Author: Ivana Benović (1983)
Function of one typical postmodern computer program like PhotoShop, in which one can modify photography, is the capability to modify reality in such a manner that the new produced version, as a final outcome of intervention, matches the idea of the one who controls the program. Surrealists were first to discover the potential of intervention on the photography as the only (at the time) medium that could literally imitate reality. They discovered the possibilities of language games and they created confusing effects that were in contradiction with what was expected of the media. PhotoShop is used today in advertising industry with ideas opposite to those of the surrealists - its goal is not to deconstruct reality but to create one simulated reality, as Baudrillard said, simulated, hyper-real world which is more beautiful than the Beautiful and more real than the Real. It is the world of mass consumption and domination of media images, the world which is shaped by postmodern consumer economy which imposes patterns to which we should adjust. In this world, woman is just an image from a magazine, she is a sexual object of male desire or a role model for other women. As a feminist, she is still fighting against the world imposed and shaped, as history teaches us, by those men. In this world, village does not exist because the rural economy is based on outdated model of production which satisfies needs and produces nothing new. Village exists only as ethno-village shaped by consumer politics of tourism and represented as idealistic mythical landscape of "untouched" nature and folk costumes which actually exist only in commercials and folklore ensembles.
Unexpected combinations are part of the interventions on Miroslav Prvulj's prints, such as transformation of furniture in a rural household into a musical instruments or corn that carries the architectural construction. Humor and parody represent critical response to questions concerning the place of village and rural production of "goods" in the postmodern world. In this case, the prints represent an image of a wider project of inclusion of village into cultural offer. Aim of this project is to extract village from its mythical existence on the level of nostalgia, because nostalgia is supported by those structures which pushed out the manufacture production of commodity and introduced us with the production of ideas and information. Neglected as a socially relevant unit, village is activated within the cultural offer. The artist puts himself in a role of an inter-mediator (tour guide) who takes his intimate interests - derived from his own background and reflection of self-identity - as artworks, transforming them into cultural-engaged work. By transferring functionality into domain of aesthetics, rural production is placed into cultural context, thus showing one possible future for its survival within the needs of modern world.

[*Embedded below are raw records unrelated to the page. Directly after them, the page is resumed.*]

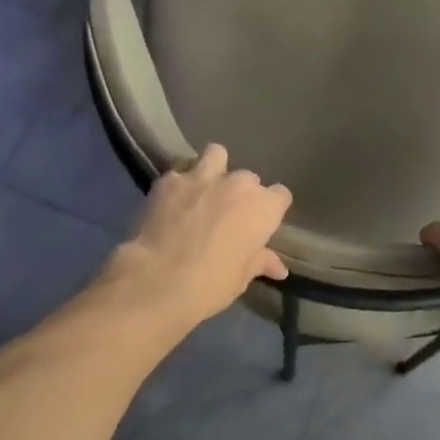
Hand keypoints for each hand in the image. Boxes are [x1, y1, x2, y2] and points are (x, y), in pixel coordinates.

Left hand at [107, 145, 291, 331]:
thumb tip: (278, 267)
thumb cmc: (211, 284)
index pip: (281, 195)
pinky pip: (180, 173)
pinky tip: (173, 202)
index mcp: (263, 207)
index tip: (261, 225)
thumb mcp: (242, 277)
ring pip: (216, 155)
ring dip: (214, 169)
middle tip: (228, 216)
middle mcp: (238, 184)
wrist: (159, 280)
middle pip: (249, 179)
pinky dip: (180, 185)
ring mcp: (202, 177)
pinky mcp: (169, 180)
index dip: (271, 210)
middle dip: (241, 193)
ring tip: (204, 189)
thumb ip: (261, 261)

In addition to possibilities of PhotoShop, Snjezana Torbica is using yet another advantage of computer technology. This option is Ctrl+Alt+Delete, which restarts the condition that no longer works well. In other words, it is an option which enables process to start all over again. If history - one that is relevant for us and important only to us - is in fact our knowledge and perception of it, than we are talking about one possible version of history, which also allows the assumption (therefore the existence) of other possible histories. Snjezana Torbica restarts at the beginning of a such history, the history of which we do not have a clear idea, the one which begins there where structures based on a matriarchal social order still rule, and where woman is the primordial being connected by her senses to the natural elements that constitute the world. Her social role is not constructed in a relation to the opposite sex; she doesn't fight for her rights because her rights have never been taken; she is a powerful, self-sufficient being who, as such, is even more intimidating than Klimt's syphilitic famme fatale, because she doesn't count on the wellknown order of things. That is why there is this strange effect of pictures in which she exists. If the simulation, taking the character of reality, is actually hiding (by Baudrillard) that there is nothing behind it, what is than behind PhotoShop intervention which does not hide behind an image of reality?